> EXERCISE REQUIREMENTS: Work out how many lines in these entries include the string "Bodestraße", and give only that figure.

Dataset entries:
========

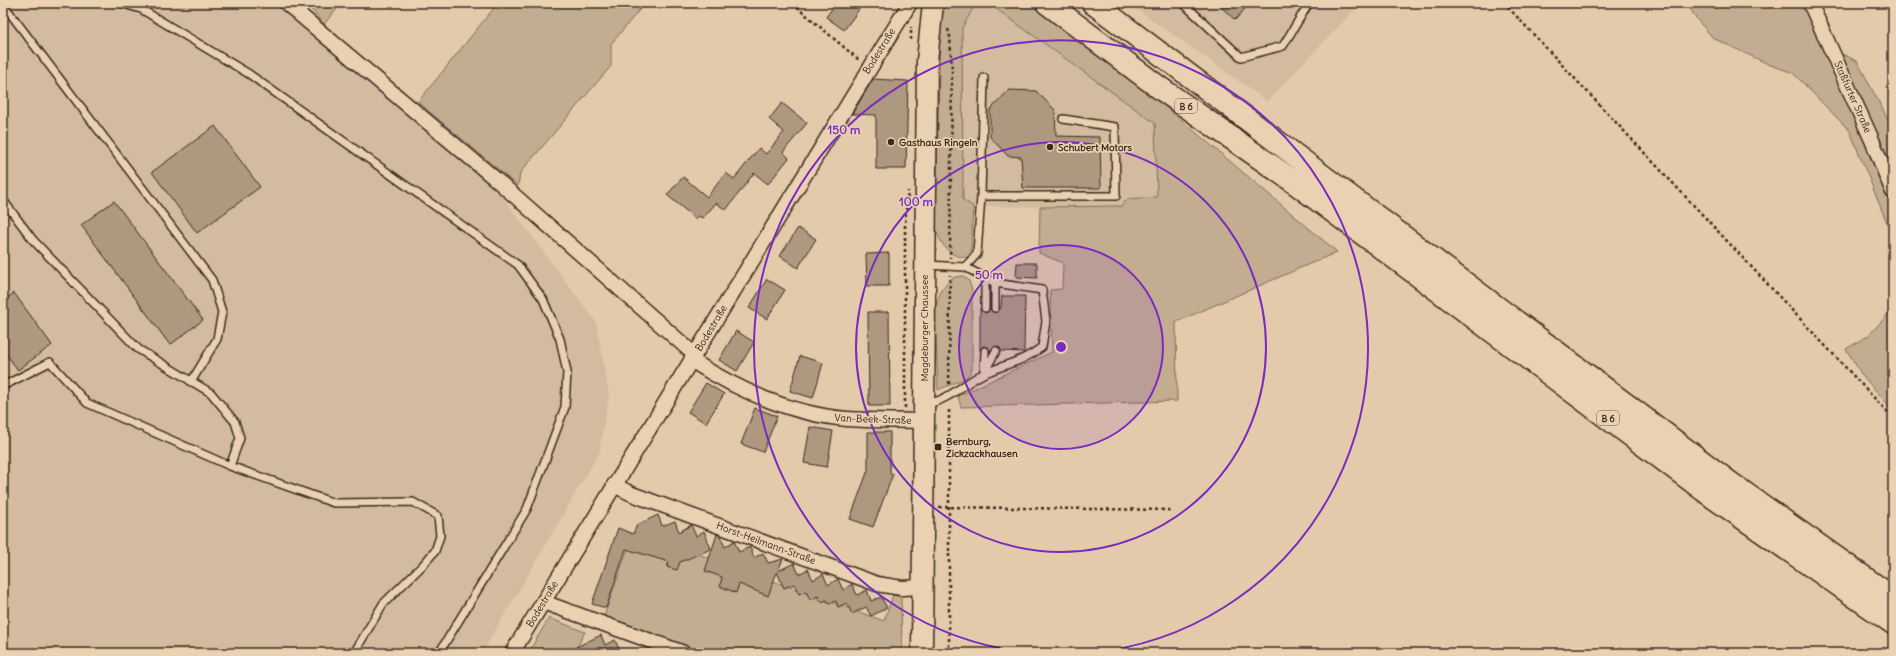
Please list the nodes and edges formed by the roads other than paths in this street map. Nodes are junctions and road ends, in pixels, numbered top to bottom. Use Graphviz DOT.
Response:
graph roads {
  1 [pos="120,3"];
  2 [pos="286,3"];
  3 [pos="910,3"];
  4 [pos="933,3"];
  5 [pos="1047,3"];
  6 [pos="1092,3"];
  7 [pos="1183,3"];
  8 [pos="1309,3"];
  9 [pos="1810,3"];
  10 [pos="3,4"];
  11 [pos="984,78"];
  12 [pos="1063,119"];
  13 [pos="1893,192"];
  14 [pos="981,196"];
  15 [pos="3,200"];
  16 [pos="925,265"];
  17 [pos="965,267"];
  18 [pos="985,278"];
  19 [pos="994,283"];
  20 [pos="985,308"];
  21 [pos="995,308"];
  22 [pos="985,351"];
  23 [pos="996,351"];
  24 [pos="693,358"];
  25 [pos="983,374"];
  26 [pos="192,382"];
  27 [pos="3,386"];
  28 [pos="918,415"];
  29 [pos="230,466"];
  30 [pos="614,485"];
  31 [pos="922,587"];
  32 [pos="1893,598"];
  33 [pos="543,602"];
  34 [pos="1893,623"];
  35 [pos="354,653"];
  36 [pos="439,653"];
  37 [pos="512,653"];
  38 [pos="684,653"];
  39 [pos="922,653"];
  1 -- 36 [label="lane"];
  2 -- 24 [label="street, Van-Beek-Straße"];
  3 -- 24 [label="street, Bodestraße"];
  4 -- 16 [label="main road, Magdeburger Chaussee"];
  5 -- 34 [label="main road, B 6"];
  6 -- 32 [label="main road, B 6"];
  7 -- 8 [label="lane"];
  9 -- 13 [label="street, Staßfurter Straße"];
  10 -- 26 [label="lane"];
  11 -- 14 [label="lane"];
  12 -- 14 [label="lane"];
  14 -- 17 [label="lane"];
  15 -- 26 [label="lane"];
  16 -- 17 [label="lane"];
  16 -- 28 [label="main road, Magdeburger Chaussee"];
  17 -- 18 [label="lane"];
  18 -- 19 [label="lane"];
  18 -- 20 [label="lane"];
  19 -- 21 [label="lane"];
  19 -- 25 [label="lane"];
  22 -- 25 [label="lane"];
  23 -- 25 [label="lane"];
  24 -- 28 [label="street, Van-Beek-Straße"];
  24 -- 30 [label="street, Bodestraße"];
  25 -- 28 [label="lane"];
  26 -- 29 [label="lane"];
  27 -- 29 [label="lane"];
  28 -- 31 [label="main road, Magdeburger Chaussee"];
  29 -- 35 [label="lane"];
  30 -- 31 [label="street, Horst-Heilmann-Straße"];
  30 -- 33 [label="street, Bodestraße"];
  31 -- 39 [label="main road, Magdeburger Chaussee"];
  33 -- 37 [label="street, Bodestraße"];
  33 -- 38 [label="street"];
}
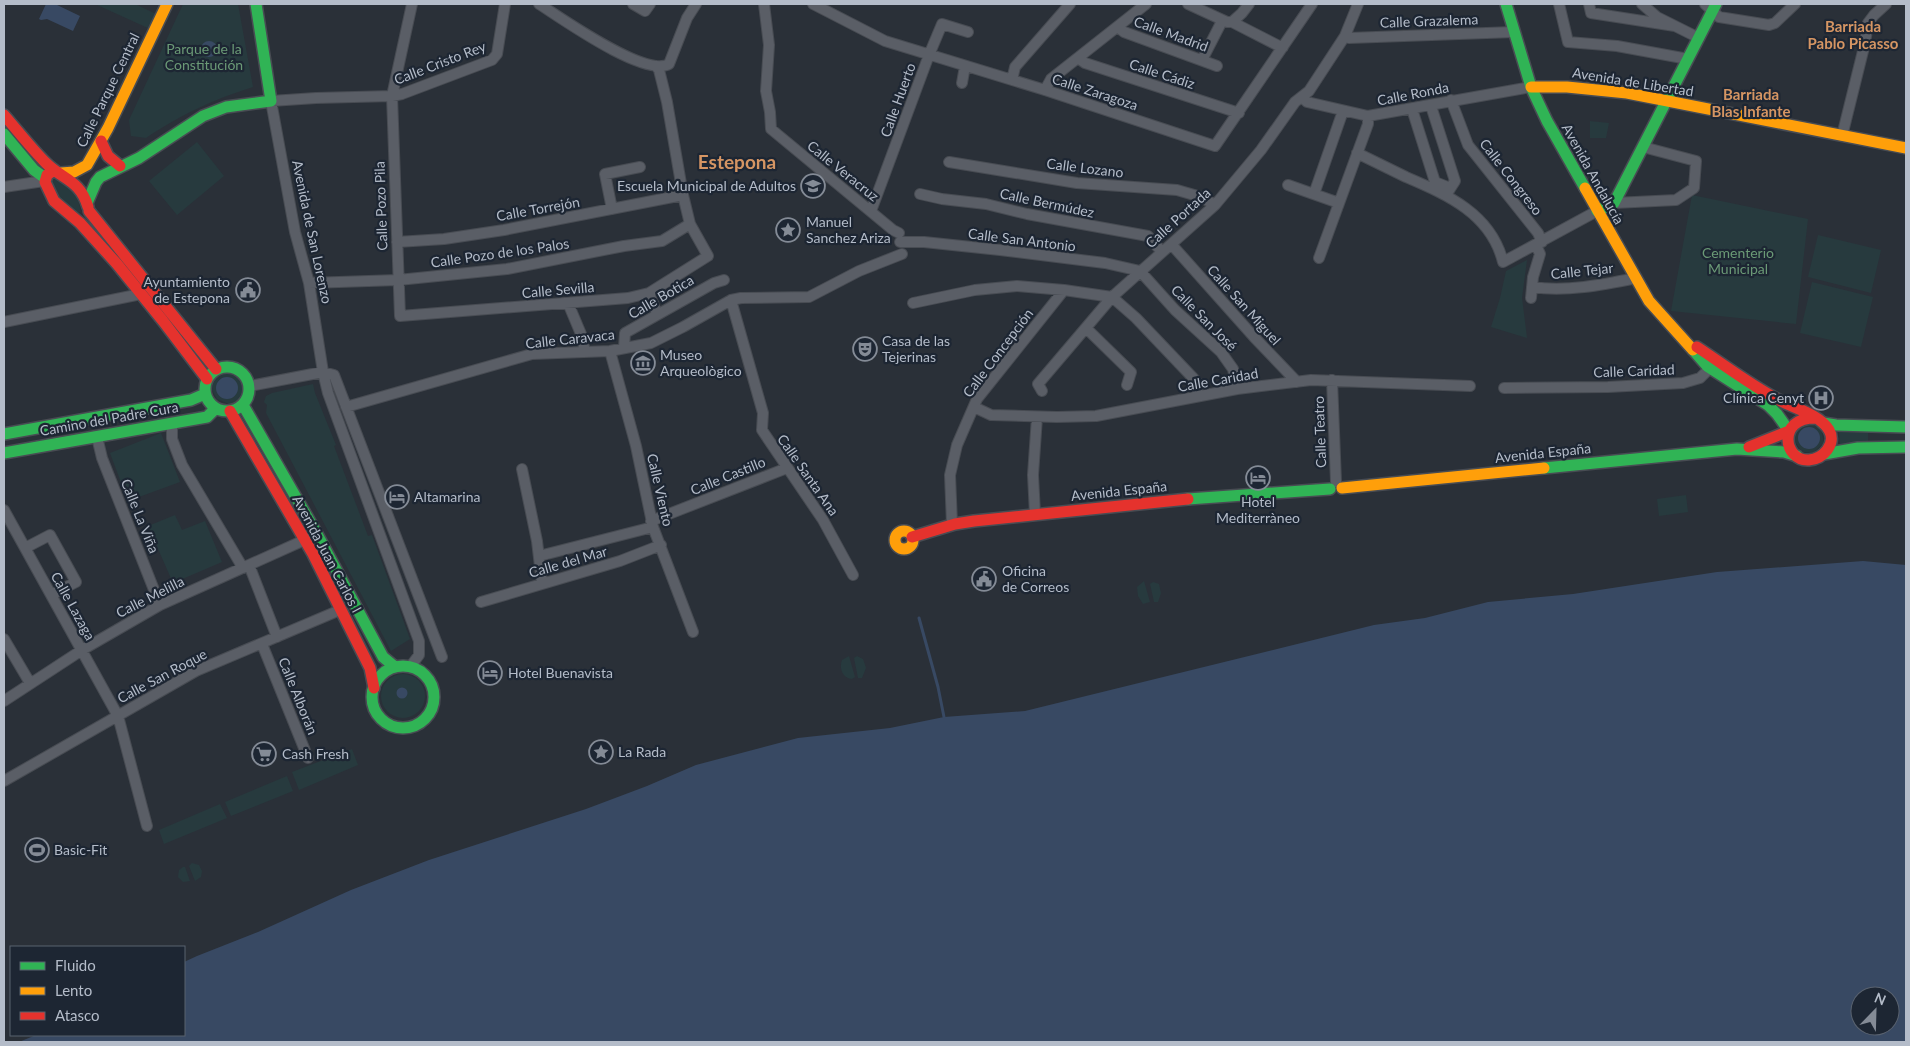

========

> OUTPUT OF THE EXERCISE: 4